Это ускорило мой окончательный разрыв с традиционным, внешне респектабельным, престижным бизнесом, оказавшимся гнилым внутри. В то время параллельно я работал председателем совета директоров компании «Довгань», эксплуатировавшей мою торговую марку. В 1998 году мы акционировали ее на паях с транснациональным инвестиционным фондом.
Мы провели фантастическую юридическую подготовку к совместной работе. В учредительном договоре, который разбух до сотен страниц, были описаны и регламентированы все рабочие процедуры, полномочия всех руководителей. Только на подписание двух экземпляров его я потратил больше трех часов, ставя свой автограф на каждом листе.
Я мог радоваться удачной сделке. За мной была половина акций, пост председателя совета директоров, большая власть, очень солидная зарплата. Я мог с головой уйти в работу, а мог играть роль свадебного генерала. По договору я был вправе ограничиться одним рабочим днем в неделю.
Я ждал от этого союза очень многого. И не столько от финансовых вливаний, сколько от привлечения западных топ-менеджеров. Правда, ранее мне пришлось не раз разочароваться в варягах. Но на этот раз в работу включались управляющие высшего класса. Воображение рисовало сверхлюдей – невероятно предприимчивых, изобретательных, необыкновенно педантичных, скрупулезно порядочных. Я считал, что они – именно та сила, которая нужна для большого, стабильного успеха.
Приход иностранных специалистов был окружен грандиозной помпой. Западная сторона демонстрировала нам толстые папки с планами, в которых присутствовали основательность, продуманность, размах, устраивала яркие презентации.

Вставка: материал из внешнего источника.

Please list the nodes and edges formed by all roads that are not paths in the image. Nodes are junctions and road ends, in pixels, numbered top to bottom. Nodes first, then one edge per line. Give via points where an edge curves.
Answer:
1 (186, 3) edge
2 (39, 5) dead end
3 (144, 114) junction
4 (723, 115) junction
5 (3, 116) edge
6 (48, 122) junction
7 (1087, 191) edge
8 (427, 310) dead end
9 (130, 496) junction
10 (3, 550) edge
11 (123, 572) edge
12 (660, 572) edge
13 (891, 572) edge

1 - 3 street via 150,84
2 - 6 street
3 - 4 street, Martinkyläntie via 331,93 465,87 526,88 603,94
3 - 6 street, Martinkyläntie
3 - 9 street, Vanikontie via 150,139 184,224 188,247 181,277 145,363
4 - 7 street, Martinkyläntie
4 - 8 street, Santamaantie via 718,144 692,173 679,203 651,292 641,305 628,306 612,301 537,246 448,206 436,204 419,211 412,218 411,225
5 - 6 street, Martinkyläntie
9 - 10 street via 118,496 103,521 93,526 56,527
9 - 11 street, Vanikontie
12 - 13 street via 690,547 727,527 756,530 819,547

С предельной тщательностью компаньоны подбирали генерального директора. За поиск подходящего кандидата рекрутинговой фирме было заплачено шестьдесят тысяч долларов. Также было привлечено несколько ключевых менеджеров с окладами в восемь, десять и пятнадцать тысяч долларов в месяц. Мы искренне верили, что эти ребята покажут настоящий класс и мы многому у них научимся. Но на практике в верхних звеньях компании утвердилась такая махровая бюрократия, какая и не снилась Волжскому автомобильному заводу.

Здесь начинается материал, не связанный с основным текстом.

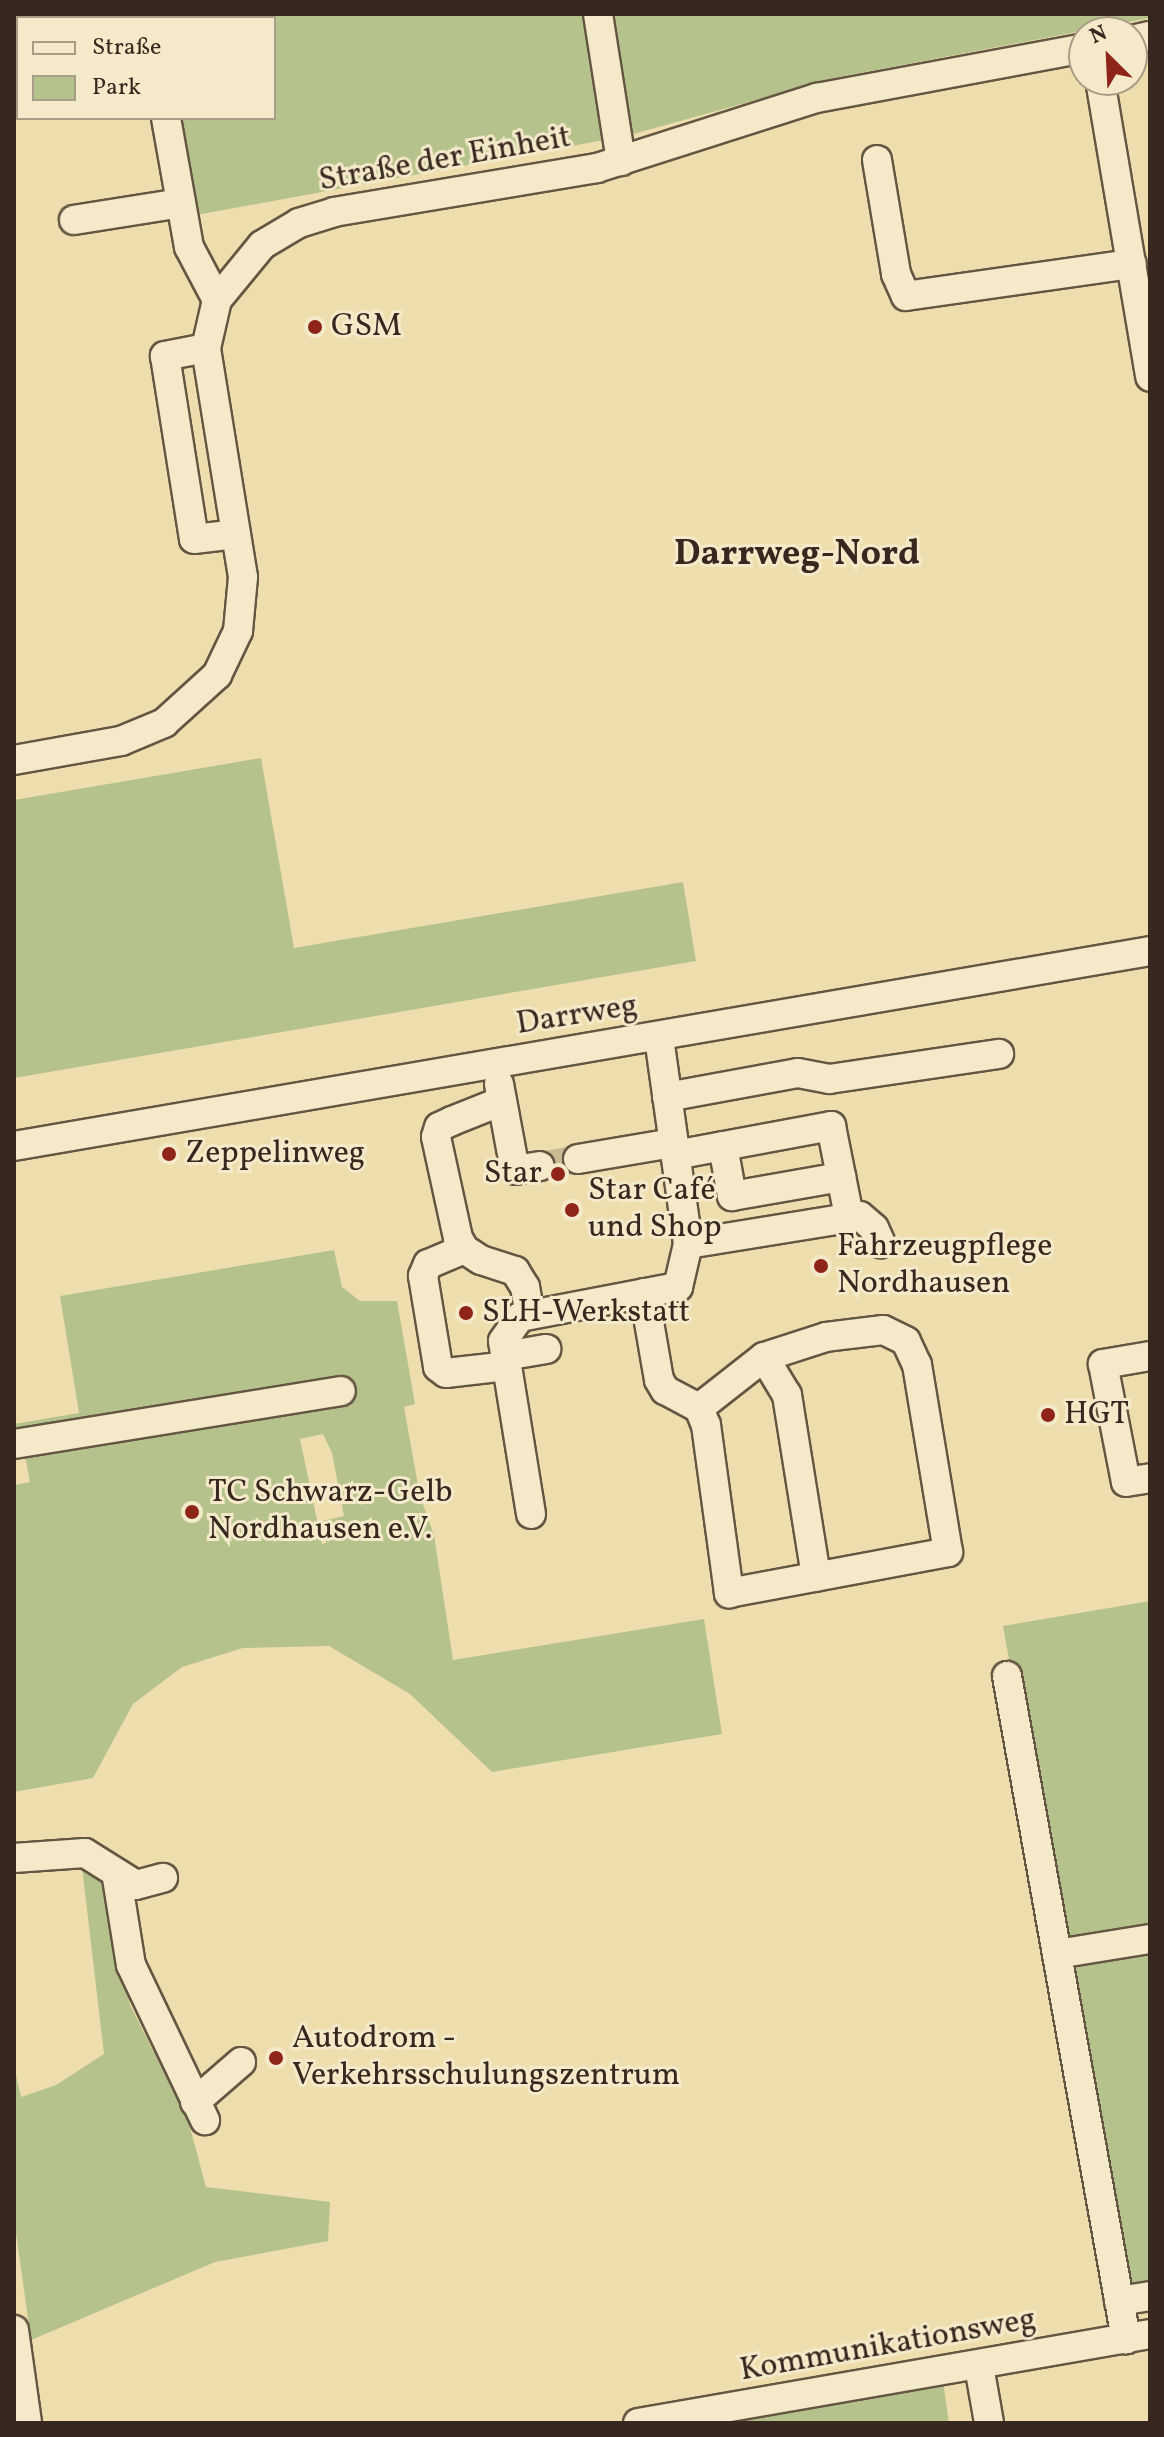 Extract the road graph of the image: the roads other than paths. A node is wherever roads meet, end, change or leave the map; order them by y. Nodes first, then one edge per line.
1 (598, 14) edge
2 (1068, 51) edge
3 (1103, 96) edge
4 (166, 120) edge
5 (877, 160) dead end
6 (621, 161) junction
7 (181, 203) junction
8 (74, 220) dead end
9 (1132, 264) junction
10 (217, 300) junction
11 (206, 348) junction
12 (1150, 377) edge
13 (236, 534) junction
14 (14, 760) edge
15 (1150, 951) edge
16 (659, 1037) junction
17 (999, 1054) dead end
18 (495, 1064) junction
19 (667, 1097) junction
20 (502, 1101) junction
21 (14, 1146) edge
22 (723, 1146) junction
23 (674, 1149) junction
24 (578, 1159) tunnel mouth
25 (540, 1166) tunnel mouth
26 (841, 1177) junction
27 (849, 1216) junction
28 (688, 1244) junction
29 (881, 1244) dead end
30 (464, 1249) junction
31 (644, 1293) junction
32 (530, 1315) junction
33 (546, 1349) dead end
34 (1150, 1356) edge
35 (764, 1357) junction
36 (506, 1361) junction
37 (341, 1391) dead end
38 (699, 1408) junction
39 (14, 1444) edge
40 (1150, 1478) edge
41 (531, 1514) dead end
42 (816, 1577) junction
43 (1007, 1676) dead end
44 (14, 1858) edge
45 (117, 1878) junction
46 (163, 1878) dead end
47 (1150, 1939) edge
48 (1057, 1954) junction
49 (241, 2062) dead end
50 (1150, 2296) edge
51 (1119, 2301) junction
52 (14, 2330) edge
53 (1138, 2337) edge
54 (979, 2366) junction
55 (27, 2423) edge
56 (638, 2423) edge
57 (989, 2423) edge

1 - 6 street, Straße der Einheit
2 - 6 street, Straße der Einheit
3 - 9 street
4 - 7 street
5 - 9 street
6 - 10 street, Straße der Einheit
7 - 8 street
7 - 10 street
9 - 12 street
10 - 11 street, Straße der Einheit
11 - 13 street, Straße der Einheit
11 - 13 street
13 - 14 street, Straße der Einheit
15 - 16 street, Darrweg
16 - 18 street, Darrweg
16 - 19 street
17 - 19 street
18 - 20 street
18 - 21 street, Darrweg
19 - 23 street
20 - 25 street
20 - 30 street
22 - 23 street
22 - 26 street
22 - 26 street
23 - 24 street
23 - 28 street
26 - 27 street
27 - 28 street
27 - 29 street
28 - 31 street
30 - 32 street
30 - 36 street
31 - 32 street
31 - 38 street
32 - 36 street
33 - 36 street
34 - 40 street
35 - 38 street
35 - 42 street
35 - 42 street
36 - 41 street
37 - 39 street
38 - 42 street
43 - 48 street
44 - 45 street
45 - 46 street
45 - 49 street
47 - 48 street
48 - 51 street
50 - 51 street
51 - 53 street
52 - 55 street
53 - 54 street, Kommunikationsweg
54 - 56 street, Kommunikationsweg
54 - 57 street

Я, как всегда, горячо взялся за дело, забыв о привилегии работать один день в неделю. Прежде всего, я столкнулся с медлительностью, скрипучестью механизма нашего акционерного общества, словно он был создан сто лет назад и насквозь проржавел. Мой стиль – быстро принимать решения и немедленно их выполнять. Но здесь все сколько-нибудь значительные действия требовали обсуждения на совете директоров и коллегиального одобрения. То, что требовало затрат, «вентилировалось» и утверждалось руководством партнерского инвестиционного фонда. Ответственность за большие вложения делегировалась еще выше и дальше -акционерам этого фонда, находившимся за океаном.

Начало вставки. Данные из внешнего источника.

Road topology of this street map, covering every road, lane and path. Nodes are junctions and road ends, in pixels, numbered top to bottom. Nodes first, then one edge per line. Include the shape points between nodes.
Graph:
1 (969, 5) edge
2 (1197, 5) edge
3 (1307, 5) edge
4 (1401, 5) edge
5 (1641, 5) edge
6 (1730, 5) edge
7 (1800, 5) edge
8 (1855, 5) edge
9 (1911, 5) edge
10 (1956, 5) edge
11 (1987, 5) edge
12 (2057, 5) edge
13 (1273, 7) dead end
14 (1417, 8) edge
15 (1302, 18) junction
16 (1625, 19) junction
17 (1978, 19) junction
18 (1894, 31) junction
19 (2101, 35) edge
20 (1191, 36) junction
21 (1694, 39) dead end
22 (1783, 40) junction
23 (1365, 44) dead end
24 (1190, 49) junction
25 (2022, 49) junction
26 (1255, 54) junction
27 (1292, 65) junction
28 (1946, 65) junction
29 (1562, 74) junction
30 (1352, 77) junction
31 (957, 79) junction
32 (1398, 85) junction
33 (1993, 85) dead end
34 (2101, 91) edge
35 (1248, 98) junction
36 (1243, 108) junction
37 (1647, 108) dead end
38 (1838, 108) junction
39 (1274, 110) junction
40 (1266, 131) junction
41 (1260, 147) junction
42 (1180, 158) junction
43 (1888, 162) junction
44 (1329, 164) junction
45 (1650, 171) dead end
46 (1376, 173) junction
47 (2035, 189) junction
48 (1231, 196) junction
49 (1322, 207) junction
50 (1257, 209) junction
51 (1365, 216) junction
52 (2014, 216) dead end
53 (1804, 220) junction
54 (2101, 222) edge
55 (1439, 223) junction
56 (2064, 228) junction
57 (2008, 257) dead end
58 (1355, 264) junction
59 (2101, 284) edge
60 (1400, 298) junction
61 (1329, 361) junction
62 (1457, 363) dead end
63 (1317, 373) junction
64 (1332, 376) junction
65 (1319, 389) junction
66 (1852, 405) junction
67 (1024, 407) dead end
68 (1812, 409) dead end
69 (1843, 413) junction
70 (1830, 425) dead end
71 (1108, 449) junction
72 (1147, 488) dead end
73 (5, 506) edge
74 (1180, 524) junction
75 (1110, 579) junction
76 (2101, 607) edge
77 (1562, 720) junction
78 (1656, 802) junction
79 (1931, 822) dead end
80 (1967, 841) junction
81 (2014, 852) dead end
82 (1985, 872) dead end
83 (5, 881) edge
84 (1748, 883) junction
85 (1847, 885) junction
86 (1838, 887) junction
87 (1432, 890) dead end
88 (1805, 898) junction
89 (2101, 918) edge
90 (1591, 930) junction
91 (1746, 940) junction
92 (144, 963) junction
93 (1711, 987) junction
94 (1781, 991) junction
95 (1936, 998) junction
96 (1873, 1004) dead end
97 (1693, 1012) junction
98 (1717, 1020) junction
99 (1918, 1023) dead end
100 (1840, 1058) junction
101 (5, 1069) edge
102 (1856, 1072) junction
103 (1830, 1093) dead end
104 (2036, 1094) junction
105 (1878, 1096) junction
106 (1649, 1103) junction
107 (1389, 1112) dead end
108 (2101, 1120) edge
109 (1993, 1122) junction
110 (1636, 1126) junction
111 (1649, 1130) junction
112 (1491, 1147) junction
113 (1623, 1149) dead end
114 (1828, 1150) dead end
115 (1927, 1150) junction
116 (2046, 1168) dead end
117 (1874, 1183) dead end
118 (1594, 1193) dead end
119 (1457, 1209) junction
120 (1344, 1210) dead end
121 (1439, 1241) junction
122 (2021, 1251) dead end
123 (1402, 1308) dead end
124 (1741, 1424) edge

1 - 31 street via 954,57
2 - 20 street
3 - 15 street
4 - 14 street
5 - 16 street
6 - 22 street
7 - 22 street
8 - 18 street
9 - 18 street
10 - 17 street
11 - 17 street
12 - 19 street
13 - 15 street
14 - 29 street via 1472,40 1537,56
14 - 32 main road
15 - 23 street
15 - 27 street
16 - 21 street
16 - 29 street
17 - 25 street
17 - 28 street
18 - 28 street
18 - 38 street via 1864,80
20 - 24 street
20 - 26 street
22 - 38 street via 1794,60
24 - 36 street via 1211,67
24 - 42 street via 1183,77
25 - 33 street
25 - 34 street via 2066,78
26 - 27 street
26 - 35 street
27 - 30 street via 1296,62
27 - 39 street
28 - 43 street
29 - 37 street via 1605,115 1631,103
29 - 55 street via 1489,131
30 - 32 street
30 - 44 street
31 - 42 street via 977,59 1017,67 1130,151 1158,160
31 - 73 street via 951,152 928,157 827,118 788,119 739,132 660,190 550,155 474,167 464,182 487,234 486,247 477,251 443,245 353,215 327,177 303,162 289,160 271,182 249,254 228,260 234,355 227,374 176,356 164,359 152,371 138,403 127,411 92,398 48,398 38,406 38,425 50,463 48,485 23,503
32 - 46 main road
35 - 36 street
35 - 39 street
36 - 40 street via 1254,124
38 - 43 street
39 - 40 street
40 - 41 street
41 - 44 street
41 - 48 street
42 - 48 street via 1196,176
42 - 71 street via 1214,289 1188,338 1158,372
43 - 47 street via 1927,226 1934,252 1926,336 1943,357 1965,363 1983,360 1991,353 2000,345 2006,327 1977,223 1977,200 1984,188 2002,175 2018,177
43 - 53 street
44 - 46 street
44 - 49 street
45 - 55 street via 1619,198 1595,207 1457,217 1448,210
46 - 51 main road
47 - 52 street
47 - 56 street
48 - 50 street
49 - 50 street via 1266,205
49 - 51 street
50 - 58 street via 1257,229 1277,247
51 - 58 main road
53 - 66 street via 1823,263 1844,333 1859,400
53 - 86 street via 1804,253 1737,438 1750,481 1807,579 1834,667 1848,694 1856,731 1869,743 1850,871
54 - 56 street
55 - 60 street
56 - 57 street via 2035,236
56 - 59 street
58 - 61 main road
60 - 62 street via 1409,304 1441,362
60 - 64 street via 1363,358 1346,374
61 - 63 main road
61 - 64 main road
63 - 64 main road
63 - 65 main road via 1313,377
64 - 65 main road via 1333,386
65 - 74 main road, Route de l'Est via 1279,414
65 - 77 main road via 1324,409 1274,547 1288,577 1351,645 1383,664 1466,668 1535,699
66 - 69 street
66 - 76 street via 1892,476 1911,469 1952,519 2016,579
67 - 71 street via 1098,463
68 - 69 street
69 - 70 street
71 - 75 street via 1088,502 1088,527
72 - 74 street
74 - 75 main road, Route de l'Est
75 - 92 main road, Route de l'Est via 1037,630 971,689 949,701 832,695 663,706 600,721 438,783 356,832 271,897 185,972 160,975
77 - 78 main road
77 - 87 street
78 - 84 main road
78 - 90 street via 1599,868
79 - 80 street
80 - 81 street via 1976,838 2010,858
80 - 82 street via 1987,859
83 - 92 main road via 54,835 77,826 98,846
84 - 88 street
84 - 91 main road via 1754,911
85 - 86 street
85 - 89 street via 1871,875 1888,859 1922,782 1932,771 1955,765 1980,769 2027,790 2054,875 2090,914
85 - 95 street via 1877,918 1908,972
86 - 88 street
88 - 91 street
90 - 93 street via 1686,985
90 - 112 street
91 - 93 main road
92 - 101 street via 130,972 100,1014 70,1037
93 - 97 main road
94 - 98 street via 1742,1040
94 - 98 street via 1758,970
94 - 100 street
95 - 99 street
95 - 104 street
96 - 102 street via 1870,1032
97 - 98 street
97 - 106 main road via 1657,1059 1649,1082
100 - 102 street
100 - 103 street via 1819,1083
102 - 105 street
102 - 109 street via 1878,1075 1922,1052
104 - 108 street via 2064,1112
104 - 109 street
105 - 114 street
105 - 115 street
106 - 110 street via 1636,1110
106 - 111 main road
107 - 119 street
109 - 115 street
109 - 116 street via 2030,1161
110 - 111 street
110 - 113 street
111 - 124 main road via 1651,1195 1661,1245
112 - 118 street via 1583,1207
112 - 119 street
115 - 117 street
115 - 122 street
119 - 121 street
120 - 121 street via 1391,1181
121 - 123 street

Бизнес требовал от нас скорости молнии, а мы неторопливо ехали на старой телеге. Когда на рынках СНГ случились перебои с рисом, я нашел возможность быстро закупить по выгодным ценам пару пароходов этого продукта. У нас был хороший опыт. Ранее мы расфасовывали рис, гречку и другие крупы под маркой «Довгань» и получали хорошую прибыль. Но в нашем акционерном обществе волокита с принятием решения, согласованием его и выделением денег растянулась на несколько месяцев. Рис поступил в продажу поздно, и сделка оказалась убыточной.
А вскоре я столкнулся со старыми знакомыми – интригами, ложью, клеветой с интеллигентным, образованным, высокомерным западным лицом. Я видел, как люди спихивают ответственность друг на друга, как лгут и клевещут, чтобы не выглядеть глупо в глазах начальников, избежать наказания. Я, основатель компании, носившей мое имя, чувствовал себя так, будто на моих глазах убивают любимого ребенка.
Я задыхался в обществе бюрократов, убивал время на бесконечных совещаниях, подписывал огромное число отчетов и других бумаг. Поражался, почему образованные, зарабатывающие огромные деньги, ездящие на шикарных автомобилях, говорящие на нескольких иностранных языках люди прожигают свою жизнь, тратят ее на интриги, почему они трусливы, безответственны, почему у них нет стремления оставить после себя добрый след, что-то изменить к лучшему. Смотрел на этих чиновников от бизнеса, махровых бюрократов, и мною владело смешанное чувство ненависти и жалости.
В их возне не было никакого смысла. Бюрократия существовала ради себя самой, мелочные желания – ради мелочных желаний, трусость – ради трусости. Это был сумасшедший дом, бездушная, пустая игра.